For our interpreter we’ll need a surprisingly small set of instructions, mostly lifted from the CPython runtime’s own instruction set architecture. CPython is a stack-based architecture, so ours will be too.

With these instructions we can define an entire language. Most people choose to define math operations in their instruction sets for speed, but we’ll define them as built-in functions because it’s quick and easy.

The Opcode and Instruction classes

I’ve written an Opcode enum:

import enum


class AutoNumber(enum.Enum):
    def _generate_next_value_(name, start, count, last_values):
        return count


@enum.unique
class Opcode(AutoNumber):
    # Add opcodes like:
    # OP_NAME = enum.auto()
    pass

Its sole purpose is to enumerate all of the possible opcodes — we’ll add them later. Python’s enum API is pretty horrific so you can gloss over this if you like and pretend that the opcodes are just integers.
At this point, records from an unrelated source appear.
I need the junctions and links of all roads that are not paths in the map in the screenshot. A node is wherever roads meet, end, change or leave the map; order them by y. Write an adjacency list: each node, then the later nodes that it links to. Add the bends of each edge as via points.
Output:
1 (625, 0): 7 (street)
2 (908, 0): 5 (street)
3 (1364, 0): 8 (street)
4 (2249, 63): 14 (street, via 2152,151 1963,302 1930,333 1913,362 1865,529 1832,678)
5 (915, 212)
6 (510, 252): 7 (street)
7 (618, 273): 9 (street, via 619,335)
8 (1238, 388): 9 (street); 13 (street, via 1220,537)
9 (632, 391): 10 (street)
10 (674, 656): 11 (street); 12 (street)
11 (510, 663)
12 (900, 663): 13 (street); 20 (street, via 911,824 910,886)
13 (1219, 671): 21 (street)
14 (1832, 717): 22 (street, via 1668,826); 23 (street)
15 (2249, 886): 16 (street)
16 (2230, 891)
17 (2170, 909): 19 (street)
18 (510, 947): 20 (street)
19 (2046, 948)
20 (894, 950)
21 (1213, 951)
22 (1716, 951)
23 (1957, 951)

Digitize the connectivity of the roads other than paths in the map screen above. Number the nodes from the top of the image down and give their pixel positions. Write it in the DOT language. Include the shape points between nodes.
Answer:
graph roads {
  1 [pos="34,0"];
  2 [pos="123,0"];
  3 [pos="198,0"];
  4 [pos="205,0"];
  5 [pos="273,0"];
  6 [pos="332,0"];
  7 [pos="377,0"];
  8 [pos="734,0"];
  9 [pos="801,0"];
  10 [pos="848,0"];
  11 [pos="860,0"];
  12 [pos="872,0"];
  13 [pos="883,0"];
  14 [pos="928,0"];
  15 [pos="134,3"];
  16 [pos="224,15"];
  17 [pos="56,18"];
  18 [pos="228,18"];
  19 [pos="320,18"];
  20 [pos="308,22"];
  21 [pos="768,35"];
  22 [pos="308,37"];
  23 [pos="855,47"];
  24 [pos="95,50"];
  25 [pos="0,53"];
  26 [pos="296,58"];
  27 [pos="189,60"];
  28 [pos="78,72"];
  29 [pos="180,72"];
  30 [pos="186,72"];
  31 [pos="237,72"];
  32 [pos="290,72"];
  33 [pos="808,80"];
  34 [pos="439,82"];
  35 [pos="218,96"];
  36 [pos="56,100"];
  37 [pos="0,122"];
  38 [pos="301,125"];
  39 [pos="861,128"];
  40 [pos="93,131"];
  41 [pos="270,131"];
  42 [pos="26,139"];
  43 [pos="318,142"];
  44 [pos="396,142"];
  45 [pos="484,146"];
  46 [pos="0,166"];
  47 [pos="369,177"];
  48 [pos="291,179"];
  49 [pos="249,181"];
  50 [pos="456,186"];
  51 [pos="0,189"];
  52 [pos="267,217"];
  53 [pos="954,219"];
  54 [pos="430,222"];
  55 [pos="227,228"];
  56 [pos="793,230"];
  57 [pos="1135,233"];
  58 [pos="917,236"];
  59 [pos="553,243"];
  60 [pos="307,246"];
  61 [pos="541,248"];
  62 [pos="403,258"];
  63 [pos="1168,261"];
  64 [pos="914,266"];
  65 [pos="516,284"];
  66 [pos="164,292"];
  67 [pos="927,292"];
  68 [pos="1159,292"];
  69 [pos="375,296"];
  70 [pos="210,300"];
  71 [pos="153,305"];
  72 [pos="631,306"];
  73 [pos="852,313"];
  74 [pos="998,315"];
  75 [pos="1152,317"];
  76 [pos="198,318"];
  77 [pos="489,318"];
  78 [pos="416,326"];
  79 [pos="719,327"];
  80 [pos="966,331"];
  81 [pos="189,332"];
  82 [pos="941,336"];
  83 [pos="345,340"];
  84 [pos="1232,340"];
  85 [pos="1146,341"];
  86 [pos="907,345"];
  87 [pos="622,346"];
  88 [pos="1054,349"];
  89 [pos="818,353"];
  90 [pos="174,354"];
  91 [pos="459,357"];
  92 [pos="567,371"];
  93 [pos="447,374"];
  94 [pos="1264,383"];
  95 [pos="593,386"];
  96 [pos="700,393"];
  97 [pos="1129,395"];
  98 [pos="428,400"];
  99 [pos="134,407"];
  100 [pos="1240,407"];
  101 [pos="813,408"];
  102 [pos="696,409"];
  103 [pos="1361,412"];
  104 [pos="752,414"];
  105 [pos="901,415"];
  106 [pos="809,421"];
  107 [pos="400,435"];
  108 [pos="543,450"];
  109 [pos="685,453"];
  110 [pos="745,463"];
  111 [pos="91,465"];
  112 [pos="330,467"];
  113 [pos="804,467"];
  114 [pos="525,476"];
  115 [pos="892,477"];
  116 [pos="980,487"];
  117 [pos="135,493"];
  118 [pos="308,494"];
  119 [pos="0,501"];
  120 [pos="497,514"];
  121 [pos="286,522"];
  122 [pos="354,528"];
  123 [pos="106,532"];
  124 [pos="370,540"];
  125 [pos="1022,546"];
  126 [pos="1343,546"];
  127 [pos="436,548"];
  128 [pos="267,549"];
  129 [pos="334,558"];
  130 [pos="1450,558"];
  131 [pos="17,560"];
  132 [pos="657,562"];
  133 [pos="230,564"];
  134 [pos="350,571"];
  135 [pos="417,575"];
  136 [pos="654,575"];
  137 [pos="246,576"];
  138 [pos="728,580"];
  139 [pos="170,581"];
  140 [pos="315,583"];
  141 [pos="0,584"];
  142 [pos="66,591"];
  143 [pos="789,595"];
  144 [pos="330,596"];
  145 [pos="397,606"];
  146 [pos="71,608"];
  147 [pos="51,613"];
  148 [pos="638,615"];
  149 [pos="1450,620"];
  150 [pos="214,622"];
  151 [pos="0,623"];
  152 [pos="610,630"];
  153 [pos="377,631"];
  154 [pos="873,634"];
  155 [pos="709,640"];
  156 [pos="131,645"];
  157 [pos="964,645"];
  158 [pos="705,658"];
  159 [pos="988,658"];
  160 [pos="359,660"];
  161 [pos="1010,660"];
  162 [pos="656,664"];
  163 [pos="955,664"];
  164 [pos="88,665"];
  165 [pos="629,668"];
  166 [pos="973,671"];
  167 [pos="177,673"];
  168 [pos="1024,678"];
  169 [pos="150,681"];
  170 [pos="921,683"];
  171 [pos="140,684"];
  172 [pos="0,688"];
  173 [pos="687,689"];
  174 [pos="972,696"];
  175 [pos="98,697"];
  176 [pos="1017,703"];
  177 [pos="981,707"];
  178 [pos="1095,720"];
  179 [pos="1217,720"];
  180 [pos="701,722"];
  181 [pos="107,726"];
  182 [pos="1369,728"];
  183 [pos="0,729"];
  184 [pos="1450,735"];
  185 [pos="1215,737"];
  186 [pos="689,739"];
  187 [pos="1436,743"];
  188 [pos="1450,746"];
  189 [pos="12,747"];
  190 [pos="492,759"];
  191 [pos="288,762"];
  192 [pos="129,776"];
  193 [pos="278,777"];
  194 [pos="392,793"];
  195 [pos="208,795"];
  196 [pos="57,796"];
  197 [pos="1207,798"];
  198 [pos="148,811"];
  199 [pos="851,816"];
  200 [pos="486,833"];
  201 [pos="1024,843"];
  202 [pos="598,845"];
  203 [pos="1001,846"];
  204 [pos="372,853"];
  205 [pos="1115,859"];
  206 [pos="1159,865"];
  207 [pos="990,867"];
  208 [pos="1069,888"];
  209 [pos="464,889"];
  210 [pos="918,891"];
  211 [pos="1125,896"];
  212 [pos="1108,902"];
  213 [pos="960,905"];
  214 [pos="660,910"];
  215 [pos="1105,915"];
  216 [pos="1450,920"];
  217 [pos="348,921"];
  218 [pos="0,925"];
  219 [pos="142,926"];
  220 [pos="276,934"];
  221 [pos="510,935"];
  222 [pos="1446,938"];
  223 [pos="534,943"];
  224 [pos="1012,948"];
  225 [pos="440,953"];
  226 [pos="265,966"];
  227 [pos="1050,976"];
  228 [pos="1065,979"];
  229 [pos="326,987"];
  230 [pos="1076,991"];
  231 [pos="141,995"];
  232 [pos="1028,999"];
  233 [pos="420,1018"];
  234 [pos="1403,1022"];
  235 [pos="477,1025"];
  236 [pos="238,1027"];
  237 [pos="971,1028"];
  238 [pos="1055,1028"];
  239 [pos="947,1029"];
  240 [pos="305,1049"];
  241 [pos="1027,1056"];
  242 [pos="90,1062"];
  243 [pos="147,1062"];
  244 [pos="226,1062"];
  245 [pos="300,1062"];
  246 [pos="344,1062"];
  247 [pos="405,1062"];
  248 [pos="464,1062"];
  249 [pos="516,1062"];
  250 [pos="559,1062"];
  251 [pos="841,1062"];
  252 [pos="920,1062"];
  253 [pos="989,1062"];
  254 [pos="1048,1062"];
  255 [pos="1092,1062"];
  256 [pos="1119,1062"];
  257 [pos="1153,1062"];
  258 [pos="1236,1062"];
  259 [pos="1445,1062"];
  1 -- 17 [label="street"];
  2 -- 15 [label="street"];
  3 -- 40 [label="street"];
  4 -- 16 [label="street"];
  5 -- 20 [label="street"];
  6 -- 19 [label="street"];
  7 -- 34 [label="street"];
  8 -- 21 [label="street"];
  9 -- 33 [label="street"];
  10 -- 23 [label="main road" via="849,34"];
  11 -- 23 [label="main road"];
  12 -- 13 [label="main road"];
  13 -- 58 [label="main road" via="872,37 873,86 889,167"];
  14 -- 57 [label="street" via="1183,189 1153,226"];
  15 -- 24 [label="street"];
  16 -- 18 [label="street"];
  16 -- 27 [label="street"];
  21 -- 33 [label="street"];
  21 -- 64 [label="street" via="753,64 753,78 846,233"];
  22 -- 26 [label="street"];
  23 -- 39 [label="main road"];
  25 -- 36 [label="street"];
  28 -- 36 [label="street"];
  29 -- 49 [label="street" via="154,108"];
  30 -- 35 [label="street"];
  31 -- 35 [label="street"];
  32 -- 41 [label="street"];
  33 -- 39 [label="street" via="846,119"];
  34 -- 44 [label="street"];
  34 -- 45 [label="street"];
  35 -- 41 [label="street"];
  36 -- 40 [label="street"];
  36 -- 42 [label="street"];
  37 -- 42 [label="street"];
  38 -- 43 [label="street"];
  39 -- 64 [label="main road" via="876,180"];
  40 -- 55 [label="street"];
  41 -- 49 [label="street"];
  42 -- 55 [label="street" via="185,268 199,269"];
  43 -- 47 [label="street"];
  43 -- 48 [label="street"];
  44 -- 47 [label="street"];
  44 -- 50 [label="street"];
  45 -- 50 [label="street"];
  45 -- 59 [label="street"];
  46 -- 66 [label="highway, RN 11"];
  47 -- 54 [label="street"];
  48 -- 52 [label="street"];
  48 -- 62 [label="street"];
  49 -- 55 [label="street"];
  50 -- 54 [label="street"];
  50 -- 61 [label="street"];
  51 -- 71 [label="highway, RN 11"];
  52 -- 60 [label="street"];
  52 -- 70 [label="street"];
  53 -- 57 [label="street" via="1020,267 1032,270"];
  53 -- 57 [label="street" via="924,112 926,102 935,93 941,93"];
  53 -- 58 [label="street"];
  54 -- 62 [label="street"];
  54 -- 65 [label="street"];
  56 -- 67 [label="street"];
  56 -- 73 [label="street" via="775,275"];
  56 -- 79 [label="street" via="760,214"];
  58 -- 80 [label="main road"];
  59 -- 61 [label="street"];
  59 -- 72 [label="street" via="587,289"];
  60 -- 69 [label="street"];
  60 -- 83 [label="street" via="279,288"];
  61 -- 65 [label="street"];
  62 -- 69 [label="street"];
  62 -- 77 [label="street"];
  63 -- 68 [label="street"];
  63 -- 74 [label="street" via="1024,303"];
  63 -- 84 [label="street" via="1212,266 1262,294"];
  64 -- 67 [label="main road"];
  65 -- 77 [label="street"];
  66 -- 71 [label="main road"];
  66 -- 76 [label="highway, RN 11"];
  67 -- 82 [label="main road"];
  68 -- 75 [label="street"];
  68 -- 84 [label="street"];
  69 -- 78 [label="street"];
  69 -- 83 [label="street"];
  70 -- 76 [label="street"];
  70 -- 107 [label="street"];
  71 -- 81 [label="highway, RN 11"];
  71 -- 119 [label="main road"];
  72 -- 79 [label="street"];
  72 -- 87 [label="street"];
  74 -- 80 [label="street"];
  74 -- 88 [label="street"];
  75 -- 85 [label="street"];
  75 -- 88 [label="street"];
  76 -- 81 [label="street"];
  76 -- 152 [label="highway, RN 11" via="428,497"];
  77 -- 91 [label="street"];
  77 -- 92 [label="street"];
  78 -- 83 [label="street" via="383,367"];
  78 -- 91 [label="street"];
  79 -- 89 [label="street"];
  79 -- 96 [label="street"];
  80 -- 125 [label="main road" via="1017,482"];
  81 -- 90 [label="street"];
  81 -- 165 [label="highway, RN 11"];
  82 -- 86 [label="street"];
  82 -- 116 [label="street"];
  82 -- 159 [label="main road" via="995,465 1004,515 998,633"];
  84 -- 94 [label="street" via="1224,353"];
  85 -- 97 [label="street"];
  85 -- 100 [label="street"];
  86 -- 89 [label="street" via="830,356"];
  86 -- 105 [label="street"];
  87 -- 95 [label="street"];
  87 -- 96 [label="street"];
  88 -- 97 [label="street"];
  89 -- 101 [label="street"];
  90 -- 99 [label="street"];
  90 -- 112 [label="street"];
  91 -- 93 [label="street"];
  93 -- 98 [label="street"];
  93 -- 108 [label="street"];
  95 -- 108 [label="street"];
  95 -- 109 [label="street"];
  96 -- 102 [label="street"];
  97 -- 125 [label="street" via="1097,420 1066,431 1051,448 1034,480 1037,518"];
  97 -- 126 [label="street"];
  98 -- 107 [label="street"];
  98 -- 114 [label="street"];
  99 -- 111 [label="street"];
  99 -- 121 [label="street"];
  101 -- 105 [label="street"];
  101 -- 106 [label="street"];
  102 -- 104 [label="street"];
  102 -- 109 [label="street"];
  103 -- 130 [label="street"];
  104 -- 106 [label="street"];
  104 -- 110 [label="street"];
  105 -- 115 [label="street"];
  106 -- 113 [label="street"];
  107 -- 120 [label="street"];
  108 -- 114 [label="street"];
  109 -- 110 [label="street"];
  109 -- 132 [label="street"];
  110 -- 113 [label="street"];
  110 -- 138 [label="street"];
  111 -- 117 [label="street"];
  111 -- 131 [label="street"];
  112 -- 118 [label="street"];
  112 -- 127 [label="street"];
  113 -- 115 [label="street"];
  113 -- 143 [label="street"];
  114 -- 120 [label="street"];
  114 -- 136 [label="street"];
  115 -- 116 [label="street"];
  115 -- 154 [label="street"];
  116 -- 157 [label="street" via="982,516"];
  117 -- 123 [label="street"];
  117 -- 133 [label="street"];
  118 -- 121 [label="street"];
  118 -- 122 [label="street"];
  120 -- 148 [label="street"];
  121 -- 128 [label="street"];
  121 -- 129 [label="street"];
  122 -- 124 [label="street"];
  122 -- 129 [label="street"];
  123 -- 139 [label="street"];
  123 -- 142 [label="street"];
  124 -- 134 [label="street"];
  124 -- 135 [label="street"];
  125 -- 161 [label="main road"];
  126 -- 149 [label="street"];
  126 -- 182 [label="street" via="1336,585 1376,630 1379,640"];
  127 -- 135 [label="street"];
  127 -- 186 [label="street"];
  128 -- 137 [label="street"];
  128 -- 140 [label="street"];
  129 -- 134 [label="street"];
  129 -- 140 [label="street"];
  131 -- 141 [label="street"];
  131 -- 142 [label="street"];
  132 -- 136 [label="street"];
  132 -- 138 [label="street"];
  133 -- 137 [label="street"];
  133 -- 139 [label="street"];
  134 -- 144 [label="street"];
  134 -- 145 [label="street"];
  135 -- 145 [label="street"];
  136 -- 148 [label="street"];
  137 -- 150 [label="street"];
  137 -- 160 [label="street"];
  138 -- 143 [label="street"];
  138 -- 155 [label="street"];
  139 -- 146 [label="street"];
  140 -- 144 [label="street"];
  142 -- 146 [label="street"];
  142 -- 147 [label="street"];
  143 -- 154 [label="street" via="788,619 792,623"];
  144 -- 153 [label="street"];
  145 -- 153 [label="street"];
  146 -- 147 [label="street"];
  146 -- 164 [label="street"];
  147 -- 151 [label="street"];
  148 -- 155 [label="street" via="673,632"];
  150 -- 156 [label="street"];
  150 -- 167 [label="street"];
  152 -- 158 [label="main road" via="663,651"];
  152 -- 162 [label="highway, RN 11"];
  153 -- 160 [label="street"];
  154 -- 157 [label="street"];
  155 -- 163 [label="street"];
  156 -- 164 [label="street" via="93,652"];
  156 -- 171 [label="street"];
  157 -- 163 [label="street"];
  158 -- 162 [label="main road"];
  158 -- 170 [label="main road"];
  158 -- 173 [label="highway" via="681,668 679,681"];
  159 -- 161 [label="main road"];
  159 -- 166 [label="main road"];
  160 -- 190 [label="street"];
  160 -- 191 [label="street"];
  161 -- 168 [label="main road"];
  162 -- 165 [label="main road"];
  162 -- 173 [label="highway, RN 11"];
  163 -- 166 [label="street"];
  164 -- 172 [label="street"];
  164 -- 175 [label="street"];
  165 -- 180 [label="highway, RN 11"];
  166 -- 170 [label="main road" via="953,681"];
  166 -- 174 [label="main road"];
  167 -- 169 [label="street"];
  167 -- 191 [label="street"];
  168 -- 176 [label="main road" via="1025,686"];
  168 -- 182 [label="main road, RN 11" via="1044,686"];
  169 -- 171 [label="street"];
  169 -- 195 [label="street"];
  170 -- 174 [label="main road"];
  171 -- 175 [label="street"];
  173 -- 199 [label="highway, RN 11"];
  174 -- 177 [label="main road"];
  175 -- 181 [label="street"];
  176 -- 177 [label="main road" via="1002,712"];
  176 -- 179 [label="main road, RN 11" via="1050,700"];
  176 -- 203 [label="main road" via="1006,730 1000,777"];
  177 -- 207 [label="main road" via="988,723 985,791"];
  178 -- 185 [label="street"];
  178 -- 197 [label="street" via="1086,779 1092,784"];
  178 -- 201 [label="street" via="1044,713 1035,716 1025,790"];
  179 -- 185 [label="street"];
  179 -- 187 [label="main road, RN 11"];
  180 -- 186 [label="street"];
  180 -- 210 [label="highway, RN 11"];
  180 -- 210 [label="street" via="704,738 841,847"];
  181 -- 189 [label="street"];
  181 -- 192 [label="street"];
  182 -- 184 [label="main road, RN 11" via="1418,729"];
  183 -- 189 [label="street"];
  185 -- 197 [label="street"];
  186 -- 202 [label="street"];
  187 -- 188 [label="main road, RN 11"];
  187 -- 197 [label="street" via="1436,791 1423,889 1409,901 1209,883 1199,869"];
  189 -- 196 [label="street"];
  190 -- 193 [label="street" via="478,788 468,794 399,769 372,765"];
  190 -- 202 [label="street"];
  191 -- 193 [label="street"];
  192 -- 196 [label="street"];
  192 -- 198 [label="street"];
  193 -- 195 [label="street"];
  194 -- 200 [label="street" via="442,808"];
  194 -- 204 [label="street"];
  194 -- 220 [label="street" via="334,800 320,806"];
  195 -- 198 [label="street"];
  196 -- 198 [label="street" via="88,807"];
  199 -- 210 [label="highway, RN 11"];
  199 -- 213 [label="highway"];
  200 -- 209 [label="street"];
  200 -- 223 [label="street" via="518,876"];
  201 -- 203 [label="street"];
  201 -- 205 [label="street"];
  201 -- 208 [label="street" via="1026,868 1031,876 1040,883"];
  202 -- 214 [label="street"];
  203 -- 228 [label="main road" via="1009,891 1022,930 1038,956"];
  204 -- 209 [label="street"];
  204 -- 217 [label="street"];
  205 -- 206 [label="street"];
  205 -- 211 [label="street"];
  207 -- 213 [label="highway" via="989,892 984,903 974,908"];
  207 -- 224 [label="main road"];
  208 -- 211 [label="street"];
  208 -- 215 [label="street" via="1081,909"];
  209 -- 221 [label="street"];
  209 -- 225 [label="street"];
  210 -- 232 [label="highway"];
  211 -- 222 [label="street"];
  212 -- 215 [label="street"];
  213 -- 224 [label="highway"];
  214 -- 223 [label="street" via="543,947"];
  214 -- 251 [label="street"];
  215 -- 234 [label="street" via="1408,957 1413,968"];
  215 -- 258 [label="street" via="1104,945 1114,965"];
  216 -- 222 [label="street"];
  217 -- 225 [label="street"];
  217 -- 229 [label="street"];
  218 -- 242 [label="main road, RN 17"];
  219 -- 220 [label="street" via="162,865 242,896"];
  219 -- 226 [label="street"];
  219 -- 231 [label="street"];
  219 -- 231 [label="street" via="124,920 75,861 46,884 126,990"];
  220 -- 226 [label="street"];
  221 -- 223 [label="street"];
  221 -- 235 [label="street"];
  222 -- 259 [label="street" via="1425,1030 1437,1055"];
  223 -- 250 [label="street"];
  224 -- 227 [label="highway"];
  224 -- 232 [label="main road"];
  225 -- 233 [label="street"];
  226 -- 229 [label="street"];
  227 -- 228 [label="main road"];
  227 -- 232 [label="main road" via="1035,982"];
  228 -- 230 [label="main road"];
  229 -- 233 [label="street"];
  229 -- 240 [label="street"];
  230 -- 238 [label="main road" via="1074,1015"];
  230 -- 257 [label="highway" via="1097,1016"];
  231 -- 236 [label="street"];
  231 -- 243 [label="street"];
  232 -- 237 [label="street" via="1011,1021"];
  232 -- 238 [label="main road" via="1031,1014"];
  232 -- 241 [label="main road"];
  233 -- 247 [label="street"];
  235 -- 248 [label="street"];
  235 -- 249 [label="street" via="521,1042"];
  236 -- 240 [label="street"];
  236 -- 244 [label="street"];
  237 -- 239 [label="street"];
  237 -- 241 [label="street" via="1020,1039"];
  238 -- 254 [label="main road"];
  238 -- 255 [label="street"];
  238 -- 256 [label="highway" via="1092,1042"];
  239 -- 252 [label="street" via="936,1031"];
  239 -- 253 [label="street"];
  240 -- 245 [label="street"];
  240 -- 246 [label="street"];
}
I’ve also written an Instruction class that stores opcode and optional argument pairs:

class Instruction:
    def __init__(self, opcode, arg=None):
        self.opcode = opcode
        self.arg = arg

    def __repr__(self):
        return "<Instruction.{}({})>".format(self.opcode.name, self.arg)

    def __call__(self, arg):
        return Instruction(self.opcode, arg)

    def __eq__(self, other):
        assert(isinstance(other, Instruction))
        return self.opcode == other.opcode and self.arg == other.arg

The plan is to declare one Instruction instance per opcode, naming its argument something sensible. Then when bytecode compiling, we can make instances of each instruction by calling them with a given argument. This is pretty hacky but it works alright.

# Creating top-level opcodes
STORE_NAME = Instruction(Opcode.STORE_NAME, "name")
# Creating instances
[STORE_NAME("x"), STORE_NAME("y")]

Now that we’ve got some infrastructure for compilation, let’s start compiling.

Integers

This is what our compile function looks like right now:

def compile(exp):
    raise NotImplementedError(exp)

It is not a useful compiler, but at least it will let us know what operations it does not yet support. Let’s make it more useful.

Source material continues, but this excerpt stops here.